J’ai dormi dans je ne sais quel endroit de la mairie ; voisin d’un mort, cette nuit comme l’autre.

Le boulanger est là, derrière ces planches, et des brins de paille humide ont été roulés, par une rigole d’eau, jusqu’à mes pieds.


On m’a réveillé au petit jour, et j’ai pris le chemin des barricades.

Mais, en route, commandants et capitaines m’arrêtent, me saisissent les mains, les basques, demandant des munitions, du pain, un conseil… quelques-uns un discours.

Il en est qui menacent :

— Avec ça que la Commune a le droit d’élever la voix !


Ah ! je m’y perds ! Et personne n’est avec moi pour me renseigner et me soutenir, pour partager le fardeau ! Des membres de la Commune qu’a élus le quartier, je n’ai encore vu que Régère, assailli, débordé, noyé à la municipalité — et Jourde, qui est apparu un moment, mais qui a bien d’autres responsabilités sur les épaules.

C’est lui qui tient les derniers écus qui vont alimenter l’insurrection, payer les vivres que les plus résolus réclament si haut. Il a, en plus, son ministère qui brûle, grâce aux obus de Versailles.

Et je suis seul.

De temps en temps, on me colle contre une maison et l’on parle de me régler mon compte.

Würtz, l’Alsacien, un des juges d’instruction de Ferré, vient de m’en sauver d’une belle à l’instant.


— Vous n’êtes pas Vingtras !

On s’est rassemblés.

— Un mouchard ! Abattez-nous çà !

— À la mairie ! À la mairie !

— Pourquoi à la mairie ? Là, contre la palissade !

— Jacques Vingtras a de la barbe. Vous n’êtes pas Jacques Vingtras !

— Au mur ! Au mur !!

Ce mur est la devanture d’un café de la rue Soufflot.

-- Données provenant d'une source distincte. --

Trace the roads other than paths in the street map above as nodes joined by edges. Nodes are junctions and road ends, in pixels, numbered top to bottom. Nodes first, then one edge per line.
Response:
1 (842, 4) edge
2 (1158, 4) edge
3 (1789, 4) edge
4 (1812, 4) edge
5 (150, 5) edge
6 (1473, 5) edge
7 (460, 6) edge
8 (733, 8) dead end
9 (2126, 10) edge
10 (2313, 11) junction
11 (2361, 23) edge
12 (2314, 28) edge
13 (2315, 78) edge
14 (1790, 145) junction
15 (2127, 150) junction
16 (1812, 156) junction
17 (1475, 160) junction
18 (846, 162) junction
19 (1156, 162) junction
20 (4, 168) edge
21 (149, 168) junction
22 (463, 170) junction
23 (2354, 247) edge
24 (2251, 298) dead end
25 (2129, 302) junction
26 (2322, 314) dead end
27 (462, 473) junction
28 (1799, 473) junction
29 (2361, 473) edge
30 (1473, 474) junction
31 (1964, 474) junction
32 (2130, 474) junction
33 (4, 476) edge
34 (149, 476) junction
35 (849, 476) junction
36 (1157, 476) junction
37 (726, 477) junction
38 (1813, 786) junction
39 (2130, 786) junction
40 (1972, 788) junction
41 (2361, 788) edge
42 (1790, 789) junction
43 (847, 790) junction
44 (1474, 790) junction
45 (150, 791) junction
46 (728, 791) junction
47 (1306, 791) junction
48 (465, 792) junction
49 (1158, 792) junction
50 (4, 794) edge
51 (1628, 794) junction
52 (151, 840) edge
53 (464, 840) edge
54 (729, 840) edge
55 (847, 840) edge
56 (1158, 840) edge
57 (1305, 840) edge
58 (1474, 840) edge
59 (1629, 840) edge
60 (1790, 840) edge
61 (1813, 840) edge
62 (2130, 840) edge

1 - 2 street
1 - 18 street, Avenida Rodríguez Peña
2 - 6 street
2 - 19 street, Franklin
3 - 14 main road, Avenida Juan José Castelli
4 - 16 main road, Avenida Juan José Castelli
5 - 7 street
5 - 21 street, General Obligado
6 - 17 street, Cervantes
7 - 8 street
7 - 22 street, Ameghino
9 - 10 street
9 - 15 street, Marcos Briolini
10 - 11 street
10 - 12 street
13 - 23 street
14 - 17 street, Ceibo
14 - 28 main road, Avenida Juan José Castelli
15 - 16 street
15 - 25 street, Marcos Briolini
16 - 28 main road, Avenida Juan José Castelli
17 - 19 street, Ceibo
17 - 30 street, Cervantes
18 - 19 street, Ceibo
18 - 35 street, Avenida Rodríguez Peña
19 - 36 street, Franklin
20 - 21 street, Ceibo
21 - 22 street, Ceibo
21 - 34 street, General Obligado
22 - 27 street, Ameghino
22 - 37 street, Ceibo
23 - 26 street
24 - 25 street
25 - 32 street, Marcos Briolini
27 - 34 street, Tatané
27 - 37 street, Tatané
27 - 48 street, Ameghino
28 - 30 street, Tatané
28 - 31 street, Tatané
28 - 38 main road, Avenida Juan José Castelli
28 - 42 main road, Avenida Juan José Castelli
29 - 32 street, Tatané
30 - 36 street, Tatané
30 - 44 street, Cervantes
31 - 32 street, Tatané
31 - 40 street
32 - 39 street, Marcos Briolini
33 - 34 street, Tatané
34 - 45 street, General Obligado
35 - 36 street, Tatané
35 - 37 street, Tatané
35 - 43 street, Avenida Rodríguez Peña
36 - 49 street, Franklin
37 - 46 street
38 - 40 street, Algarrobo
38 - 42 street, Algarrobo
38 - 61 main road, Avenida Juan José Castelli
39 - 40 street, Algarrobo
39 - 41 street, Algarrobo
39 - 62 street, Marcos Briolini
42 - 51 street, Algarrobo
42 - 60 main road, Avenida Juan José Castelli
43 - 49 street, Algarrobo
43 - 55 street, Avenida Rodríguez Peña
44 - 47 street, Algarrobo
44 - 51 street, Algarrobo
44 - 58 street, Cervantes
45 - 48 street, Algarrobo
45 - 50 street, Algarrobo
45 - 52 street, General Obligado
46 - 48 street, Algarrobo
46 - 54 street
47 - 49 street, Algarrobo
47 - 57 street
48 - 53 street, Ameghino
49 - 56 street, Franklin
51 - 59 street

J’ai essayé de m’expliquer.

— Mais, sacrelotte ! depuis mon évasion du Cherche-Midi, j’ai gardé le menton ras !…


Malgré tout, j’allais quand même y passer, je crois bien, lorsque Würtz a sauté dans le groupe en fureur.

— Qu’allez-vous faire là !

On le connaît, si on ne me reconnaît pas. Et il jure que j’ai droit à mon nom.

— Pardon, excuse, citoyen !

Je me suis secoué comme un chien mouillé, et l’on est allés prendre un verre… tous en chœur !

Maintenant qu’on est bien sûr que je suis Vingtras, je suis prisonnier de tous ces bataillons qui arrivent, et dont les gradés veulent serrer la pince, — ou la vis — au rédacteur en chef du Cri du peuple, la seule écharpe écarlate qui traîne dans l’arrondissement.

Et les détails m’empoignent, m’étranglent ! C’est à moi qu’on s’adresse pour tout. Pour tout — et pour rien.


J’ai à peine eu le temps, depuis qu’on lutte, d’aller voir comment on se défend. Deux ou trois fois, j’ai voulu remonter du côté où Lisbonne et Henry Bauer tiennent comme des enragés…

Mais j’ai été retenu, rappelé, repris ; la plupart du temps, parce qu’on parlait de trahison, et qu’un homme se débattait aux mains de défiants et d’exaspérés qui étaient pour la justice sommaire.

Il n’y a eu cependant de tué, à ma connaissance, que le mitron. On dit bien qu’on a fusillé le commandant Pavia dans une cour, sans crier, de peur que je ne le sauve, mais on n’a pas vu le corps.


Une estafette.

— La rue Vavin demande du secours !

Le roulement veut que ce soient les Enfants du Père Duchêne qui se portent vers la barricade en détresse.

Ils ne se le font pas dire deux fois.

— Vermersch en tête !

L’appel est parti de divers points.

Mais Vermersch n’est pas là.

— Ah ! les gendelettres, les journalistes !… Dans les caves, quand il s’agit de se battre !

— Les journalistes ! Vous en voulez un ?… Me voilà.


En route !

Le tambour bat. Je suis près de lui, et les vibrations de la caisse résonnent dans mon cœur : ma peau frémit autant que la peau d’âne.


À mi-chemin, des hommes accourus au bruit m’attirent à eux.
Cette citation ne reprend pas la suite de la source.